[Stored data entries]
####

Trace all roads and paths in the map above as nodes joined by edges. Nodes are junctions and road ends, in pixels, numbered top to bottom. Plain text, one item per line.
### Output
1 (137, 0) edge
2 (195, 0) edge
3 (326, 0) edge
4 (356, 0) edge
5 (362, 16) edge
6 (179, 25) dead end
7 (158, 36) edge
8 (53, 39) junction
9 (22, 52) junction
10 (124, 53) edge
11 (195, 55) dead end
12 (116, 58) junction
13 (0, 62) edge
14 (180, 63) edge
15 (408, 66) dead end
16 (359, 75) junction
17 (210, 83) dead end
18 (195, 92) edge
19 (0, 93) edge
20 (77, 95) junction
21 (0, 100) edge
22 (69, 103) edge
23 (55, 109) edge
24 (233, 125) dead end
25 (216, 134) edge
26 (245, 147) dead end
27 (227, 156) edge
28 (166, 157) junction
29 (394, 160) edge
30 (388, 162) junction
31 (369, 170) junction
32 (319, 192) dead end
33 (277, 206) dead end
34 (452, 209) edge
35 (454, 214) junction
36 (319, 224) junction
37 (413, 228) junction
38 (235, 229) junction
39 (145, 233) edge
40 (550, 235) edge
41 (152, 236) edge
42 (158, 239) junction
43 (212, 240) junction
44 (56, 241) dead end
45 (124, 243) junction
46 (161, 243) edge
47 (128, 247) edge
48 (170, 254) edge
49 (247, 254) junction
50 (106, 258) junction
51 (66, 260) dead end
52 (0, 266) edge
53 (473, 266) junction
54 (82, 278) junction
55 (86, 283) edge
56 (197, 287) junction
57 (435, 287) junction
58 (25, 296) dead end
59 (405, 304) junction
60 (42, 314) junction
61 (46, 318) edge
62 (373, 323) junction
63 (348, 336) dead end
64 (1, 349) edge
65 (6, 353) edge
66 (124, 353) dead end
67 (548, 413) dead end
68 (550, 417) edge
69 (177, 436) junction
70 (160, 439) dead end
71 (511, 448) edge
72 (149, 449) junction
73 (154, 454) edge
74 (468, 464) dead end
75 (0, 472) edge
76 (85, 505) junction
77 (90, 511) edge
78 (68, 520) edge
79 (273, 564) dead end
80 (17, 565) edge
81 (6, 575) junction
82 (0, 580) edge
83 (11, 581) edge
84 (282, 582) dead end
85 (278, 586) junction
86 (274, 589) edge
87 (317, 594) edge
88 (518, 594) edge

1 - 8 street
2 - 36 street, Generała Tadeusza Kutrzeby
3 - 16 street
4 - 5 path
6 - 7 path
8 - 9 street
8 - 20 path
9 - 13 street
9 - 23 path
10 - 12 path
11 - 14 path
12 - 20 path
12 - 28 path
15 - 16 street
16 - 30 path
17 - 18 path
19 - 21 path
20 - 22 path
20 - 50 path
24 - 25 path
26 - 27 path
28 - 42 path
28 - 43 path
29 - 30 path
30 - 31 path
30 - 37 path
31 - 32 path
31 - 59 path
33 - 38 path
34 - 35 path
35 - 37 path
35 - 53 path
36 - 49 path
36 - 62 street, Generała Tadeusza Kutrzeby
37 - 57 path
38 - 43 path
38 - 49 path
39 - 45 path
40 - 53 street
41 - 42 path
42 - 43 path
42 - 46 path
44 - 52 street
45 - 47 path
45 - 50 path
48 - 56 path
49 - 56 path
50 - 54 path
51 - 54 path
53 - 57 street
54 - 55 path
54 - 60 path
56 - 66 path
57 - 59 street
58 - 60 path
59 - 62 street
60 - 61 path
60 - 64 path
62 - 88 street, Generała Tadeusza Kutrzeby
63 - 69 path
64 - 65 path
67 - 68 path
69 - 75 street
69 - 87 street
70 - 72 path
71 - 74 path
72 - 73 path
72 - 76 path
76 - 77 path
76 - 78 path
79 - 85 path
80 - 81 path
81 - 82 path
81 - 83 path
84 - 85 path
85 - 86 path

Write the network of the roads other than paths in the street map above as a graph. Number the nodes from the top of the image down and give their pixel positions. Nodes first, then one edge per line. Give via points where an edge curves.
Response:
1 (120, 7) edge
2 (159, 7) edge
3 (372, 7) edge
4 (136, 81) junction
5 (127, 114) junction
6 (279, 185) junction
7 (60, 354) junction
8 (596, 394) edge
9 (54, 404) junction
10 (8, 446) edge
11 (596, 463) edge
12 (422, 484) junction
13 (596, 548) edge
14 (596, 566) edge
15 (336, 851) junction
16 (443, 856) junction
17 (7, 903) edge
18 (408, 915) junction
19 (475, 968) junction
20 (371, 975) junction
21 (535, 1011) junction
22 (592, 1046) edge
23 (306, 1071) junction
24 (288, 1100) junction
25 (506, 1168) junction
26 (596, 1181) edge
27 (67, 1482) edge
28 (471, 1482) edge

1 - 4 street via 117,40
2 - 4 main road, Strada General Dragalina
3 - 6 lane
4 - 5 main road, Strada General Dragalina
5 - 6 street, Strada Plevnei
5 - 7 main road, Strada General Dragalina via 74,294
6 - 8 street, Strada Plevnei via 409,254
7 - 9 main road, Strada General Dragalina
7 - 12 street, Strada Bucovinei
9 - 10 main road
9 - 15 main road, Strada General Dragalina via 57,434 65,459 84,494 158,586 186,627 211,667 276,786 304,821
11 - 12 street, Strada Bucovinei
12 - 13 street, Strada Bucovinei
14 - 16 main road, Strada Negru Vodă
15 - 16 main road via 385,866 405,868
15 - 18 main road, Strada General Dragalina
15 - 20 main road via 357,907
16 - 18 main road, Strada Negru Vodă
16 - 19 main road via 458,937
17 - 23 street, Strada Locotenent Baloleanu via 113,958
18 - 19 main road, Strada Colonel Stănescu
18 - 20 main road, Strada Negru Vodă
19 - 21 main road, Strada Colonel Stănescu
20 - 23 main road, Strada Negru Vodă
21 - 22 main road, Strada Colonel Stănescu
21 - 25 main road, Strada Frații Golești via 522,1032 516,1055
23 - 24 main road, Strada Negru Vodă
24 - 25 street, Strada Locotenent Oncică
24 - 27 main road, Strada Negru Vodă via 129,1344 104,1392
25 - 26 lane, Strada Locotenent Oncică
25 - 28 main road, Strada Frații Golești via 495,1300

####

◆ **Problem requirements**:
Copy out the data above, word for word.

◆ **Output**:
Trace all roads and paths in the map above as nodes joined by edges. Nodes are junctions and road ends, in pixels, numbered top to bottom. Plain text, one item per line.
### Output
1 (137, 0) edge
2 (195, 0) edge
3 (326, 0) edge
4 (356, 0) edge
5 (362, 16) edge
6 (179, 25) dead end
7 (158, 36) edge
8 (53, 39) junction
9 (22, 52) junction
10 (124, 53) edge
11 (195, 55) dead end
12 (116, 58) junction
13 (0, 62) edge
14 (180, 63) edge
15 (408, 66) dead end
16 (359, 75) junction
17 (210, 83) dead end
18 (195, 92) edge
19 (0, 93) edge
20 (77, 95) junction
21 (0, 100) edge
22 (69, 103) edge
23 (55, 109) edge
24 (233, 125) dead end
25 (216, 134) edge
26 (245, 147) dead end
27 (227, 156) edge
28 (166, 157) junction
29 (394, 160) edge
30 (388, 162) junction
31 (369, 170) junction
32 (319, 192) dead end
33 (277, 206) dead end
34 (452, 209) edge
35 (454, 214) junction
36 (319, 224) junction
37 (413, 228) junction
38 (235, 229) junction
39 (145, 233) edge
40 (550, 235) edge
41 (152, 236) edge
42 (158, 239) junction
43 (212, 240) junction
44 (56, 241) dead end
45 (124, 243) junction
46 (161, 243) edge
47 (128, 247) edge
48 (170, 254) edge
49 (247, 254) junction
50 (106, 258) junction
51 (66, 260) dead end
52 (0, 266) edge
53 (473, 266) junction
54 (82, 278) junction
55 (86, 283) edge
56 (197, 287) junction
57 (435, 287) junction
58 (25, 296) dead end
59 (405, 304) junction
60 (42, 314) junction
61 (46, 318) edge
62 (373, 323) junction
63 (348, 336) dead end
64 (1, 349) edge
65 (6, 353) edge
66 (124, 353) dead end
67 (548, 413) dead end
68 (550, 417) edge
69 (177, 436) junction
70 (160, 439) dead end
71 (511, 448) edge
72 (149, 449) junction
73 (154, 454) edge
74 (468, 464) dead end
75 (0, 472) edge
76 (85, 505) junction
77 (90, 511) edge
78 (68, 520) edge
79 (273, 564) dead end
80 (17, 565) edge
81 (6, 575) junction
82 (0, 580) edge
83 (11, 581) edge
84 (282, 582) dead end
85 (278, 586) junction
86 (274, 589) edge
87 (317, 594) edge
88 (518, 594) edge

1 - 8 street
2 - 36 street, Generała Tadeusza Kutrzeby
3 - 16 street
4 - 5 path
6 - 7 path
8 - 9 street
8 - 20 path
9 - 13 street
9 - 23 path
10 - 12 path
11 - 14 path
12 - 20 path
12 - 28 path
15 - 16 street
16 - 30 path
17 - 18 path
19 - 21 path
20 - 22 path
20 - 50 path
24 - 25 path
26 - 27 path
28 - 42 path
28 - 43 path
29 - 30 path
30 - 31 path
30 - 37 path
31 - 32 path
31 - 59 path
33 - 38 path
34 - 35 path
35 - 37 path
35 - 53 path
36 - 49 path
36 - 62 street, Generała Tadeusza Kutrzeby
37 - 57 path
38 - 43 path
38 - 49 path
39 - 45 path
40 - 53 street
41 - 42 path
42 - 43 path
42 - 46 path
44 - 52 street
45 - 47 path
45 - 50 path
48 - 56 path
49 - 56 path
50 - 54 path
51 - 54 path
53 - 57 street
54 - 55 path
54 - 60 path
56 - 66 path
57 - 59 street
58 - 60 path
59 - 62 street
60 - 61 path
60 - 64 path
62 - 88 street, Generała Tadeusza Kutrzeby
63 - 69 path
64 - 65 path
67 - 68 path
69 - 75 street
69 - 87 street
70 - 72 path
71 - 74 path
72 - 73 path
72 - 76 path
76 - 77 path
76 - 78 path
79 - 85 path
80 - 81 path
81 - 82 path
81 - 83 path
84 - 85 path
85 - 86 path

Write the network of the roads other than paths in the street map above as a graph. Number the nodes from the top of the image down and give their pixel positions. Nodes first, then one edge per line. Give via points where an edge curves.
Response:
1 (120, 7) edge
2 (159, 7) edge
3 (372, 7) edge
4 (136, 81) junction
5 (127, 114) junction
6 (279, 185) junction
7 (60, 354) junction
8 (596, 394) edge
9 (54, 404) junction
10 (8, 446) edge
11 (596, 463) edge
12 (422, 484) junction
13 (596, 548) edge
14 (596, 566) edge
15 (336, 851) junction
16 (443, 856) junction
17 (7, 903) edge
18 (408, 915) junction
19 (475, 968) junction
20 (371, 975) junction
21 (535, 1011) junction
22 (592, 1046) edge
23 (306, 1071) junction
24 (288, 1100) junction
25 (506, 1168) junction
26 (596, 1181) edge
27 (67, 1482) edge
28 (471, 1482) edge

1 - 4 street via 117,40
2 - 4 main road, Strada General Dragalina
3 - 6 lane
4 - 5 main road, Strada General Dragalina
5 - 6 street, Strada Plevnei
5 - 7 main road, Strada General Dragalina via 74,294
6 - 8 street, Strada Plevnei via 409,254
7 - 9 main road, Strada General Dragalina
7 - 12 street, Strada Bucovinei
9 - 10 main road
9 - 15 main road, Strada General Dragalina via 57,434 65,459 84,494 158,586 186,627 211,667 276,786 304,821
11 - 12 street, Strada Bucovinei
12 - 13 street, Strada Bucovinei
14 - 16 main road, Strada Negru Vodă
15 - 16 main road via 385,866 405,868
15 - 18 main road, Strada General Dragalina
15 - 20 main road via 357,907
16 - 18 main road, Strada Negru Vodă
16 - 19 main road via 458,937
17 - 23 street, Strada Locotenent Baloleanu via 113,958
18 - 19 main road, Strada Colonel Stănescu
18 - 20 main road, Strada Negru Vodă
19 - 21 main road, Strada Colonel Stănescu
20 - 23 main road, Strada Negru Vodă
21 - 22 main road, Strada Colonel Stănescu
21 - 25 main road, Strada Frații Golești via 522,1032 516,1055
23 - 24 main road, Strada Negru Vodă
24 - 25 street, Strada Locotenent Oncică
24 - 27 main road, Strada Negru Vodă via 129,1344 104,1392
25 - 26 lane, Strada Locotenent Oncică
25 - 28 main road, Strada Frații Golești via 495,1300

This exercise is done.